I would hardly say that adding the scatter to that curve "demolishes" the relationship.   Does anyone know if a regression on all 22 countries has been done?  Pardon me if I'm asking the obvious from some well known blog or treatise on this.  As I've said, it's not something I'm all that intimately familiar with.  Still, I see a clear positive relationship, it's just not nearly as definitively "perfect" for the line Keys drew.  

So ...  

Imagine, dear readers, that yours truly discussed a small hair growth study involving a dozen participants.  To further complicate matters, the amount of hair growth reported was for similar durations but duration did vary.  Subject 1's growth was assessed at 20 weeks while subject 2's at 22 weeks and 5 days ... that sort of thing.

What would you think of my analysis of said study were I to say something like:
I played around with the numbers and noticed that if I looked at just results of the half of the participants with dark hair, a pretty convincing positive correlation between initial hair length and total growth could be shown.  If I include the light haired participants, however, this correlation is falls apart.  But I'm going to go ahead anyway, and use half the data make the case that a commonly held notion that hair growth is greater for shorter hair than longer hair is debunked by this well designed study.
This is a rhetorical question, of course.  I would hope you would think I'd gone over to the science bloggo darkside with such an analysis, although I'd love to hear how someone would defend this!   Ahh but you get curious and are armed with the raw data from the study ... it's not that many numbers since it was such a small study, so you put them into a spreadsheet in between checking FB while nobody's watching at work. It's a simple spreadsheet, for a dozen participants you have initial length, final length and time elapsed between measurements.   

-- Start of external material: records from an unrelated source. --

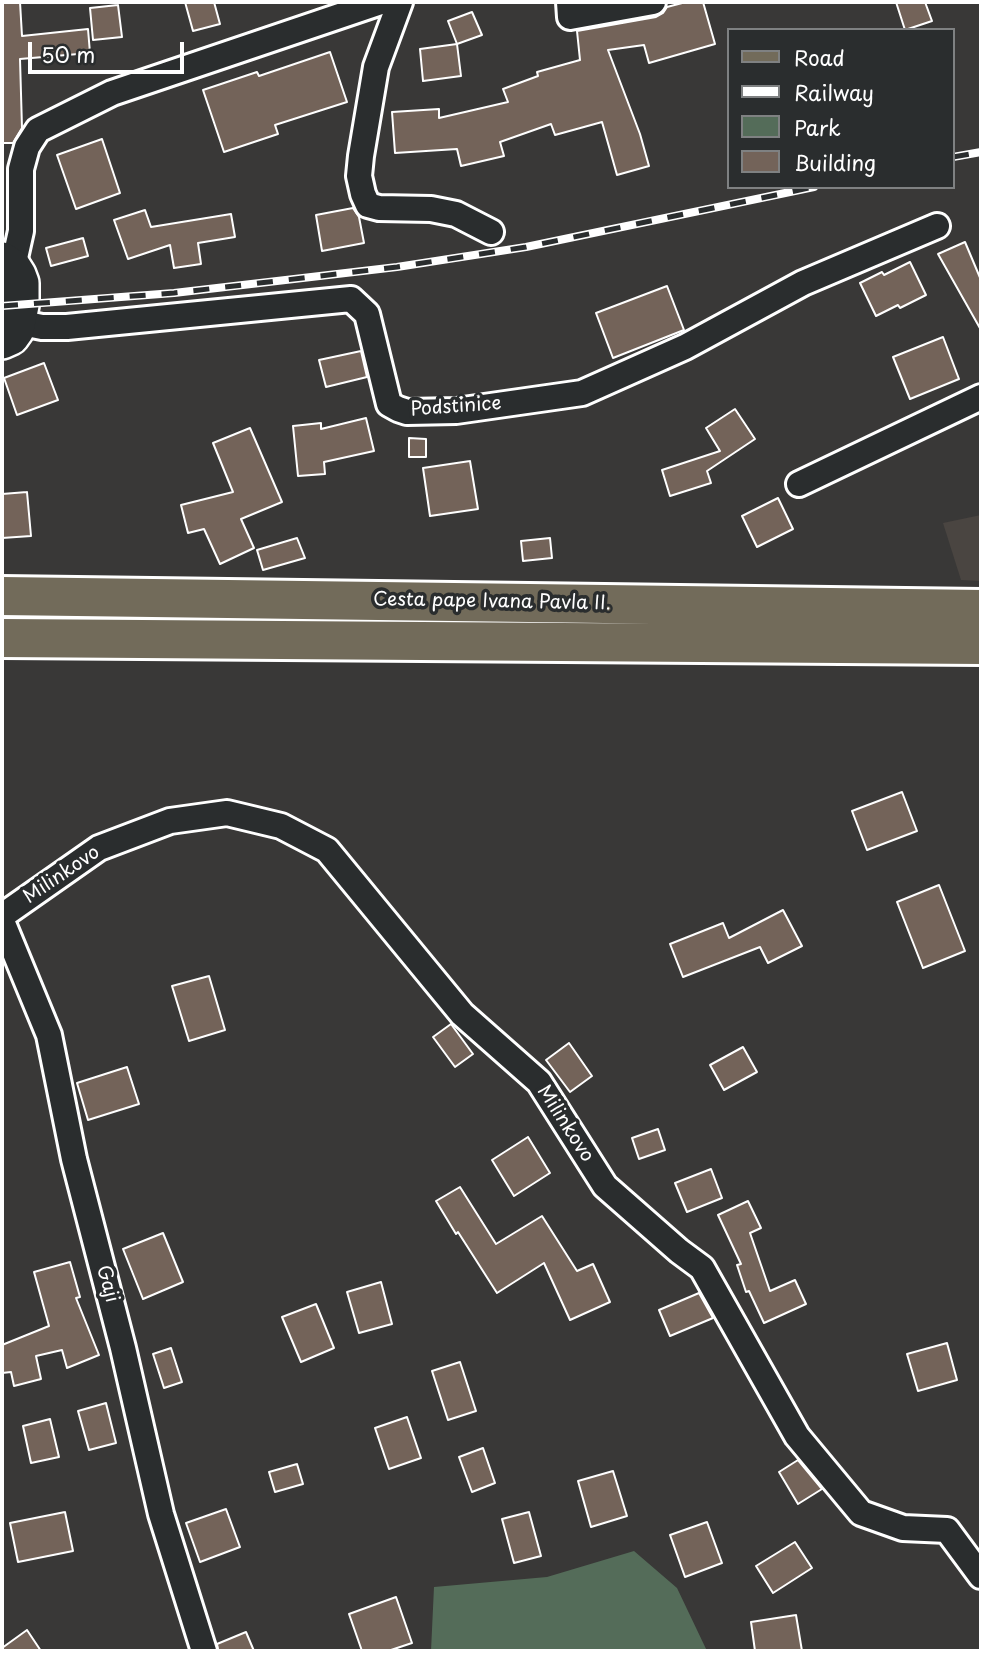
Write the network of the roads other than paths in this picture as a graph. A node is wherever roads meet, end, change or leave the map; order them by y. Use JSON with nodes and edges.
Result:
{"nodes":[{"id":1,"x":381,"y":2,"type":"edge"},
{"id":2,"x":400,"y":2,"type":"edge"},
{"id":3,"x":569,"y":2,"type":"edge"},
{"id":4,"x":653,"y":2,"type":"edge"},
{"id":5,"x":937,"y":226,"type":"dead end"},
{"id":6,"x":491,"y":232,"type":"dead end"},
{"id":7,"x":8,"y":264,"type":"edge"},
{"id":8,"x":10,"y":331,"type":"edge"},
{"id":9,"x":981,"y":397,"type":"edge"},
{"id":10,"x":799,"y":484,"type":"dead end"},
{"id":11,"x":2,"y":596,"type":"edge"},
{"id":12,"x":981,"y":609,"type":"edge"},
{"id":13,"x":2,"y":638,"type":"edge"},
{"id":14,"x":981,"y":645,"type":"edge"},
{"id":15,"x":2,"y":918,"type":"edge"},
{"id":16,"x":981,"y":1576,"type":"edge"},
{"id":17,"x":204,"y":1651,"type":"edge"}],
"edges":[{"from":1,"to":7,"type":"street"},
{"from":2,"to":6,"type":"street"},
{"from":3,"to":4,"type":"street"},
{"from":5,"to":8,"type":"street","name":"Podstinice"},
{"from":7,"to":8,"type":"street"},
{"from":9,"to":10,"type":"street"},
{"from":11,"to":12,"type":"main road","name":"Cesta pape Ivana Pavla II."},
{"from":13,"to":14,"type":"main road","name":"Cesta pape Ivana Pavla II."},
{"from":15,"to":16,"type":"street","name":"Milinkovo"},
{"from":15,"to":17,"type":"street","name":"Gaji"}]}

The first thing you find is that I told the truth.  The dark haired group presents a rather convincing graphic.  Add in the light haired participants and your scatter plot of total growth vs. initial hair length turns to a wash.  But it is also curious that there's almost faint support for what I've debunked looking just at the light haired group! 

Next, you think, heck, with different time periods, total growth is misleading, let's look at the rate, say growth/week, instead.  You find that even for the dark haired group, where my graphic was so convincing in support my debunking, the plot of growth rate v. length already becomes a wash.

Ultimately you say, jehosephat!, let's look at the whole lot and see what we have for length vs. growth rate.  Hmmmm.... perhaps not statistically significant, this we would have to test, but a trend in favor of the hypothesis I "debunked" with my cherry-picking.  

Does CarbSane survive as a credible voice??   If you blog on my analysis and expose the swiss cheese science, will you be embraced?   


For Part II, click HERE


Tonus said…
Now you're just being mean.

Anonymous said…
Greetings. Now there's a co-incidence. As I have been wandering around the web today I chanced here and see that you are citing a post by Masterjohn that I'd commented on (the 2nd to last comment on that page). I'd been meaning to get back to that sometime.

You can see the graph much better on Chris' page. Note that each of the six countries from the first graph is plotted twice on the second graph. (Noting full well as you also say that Chris did not make the graph.)

Take the case of Japan. It is plotted as 'Japan' and also as 13. The points are close to each other but do not coincide in each of the six cases. Same country, different years? Or just very inaccurate graph-making by somebody?

I also believe that the relationship is not demolished. It does not look like a random scatter plot at all. The upper left quadrant, low fat and high death, has no points that are solidly inside it aside from the Israeli paradox. In the lower left quadrant, low fat and low death, there are lots of points.

As for myself, I'd suppose that the association is really about low calories (and leanness), not necessarily low fat. But still the graph is not random and I think it is useful.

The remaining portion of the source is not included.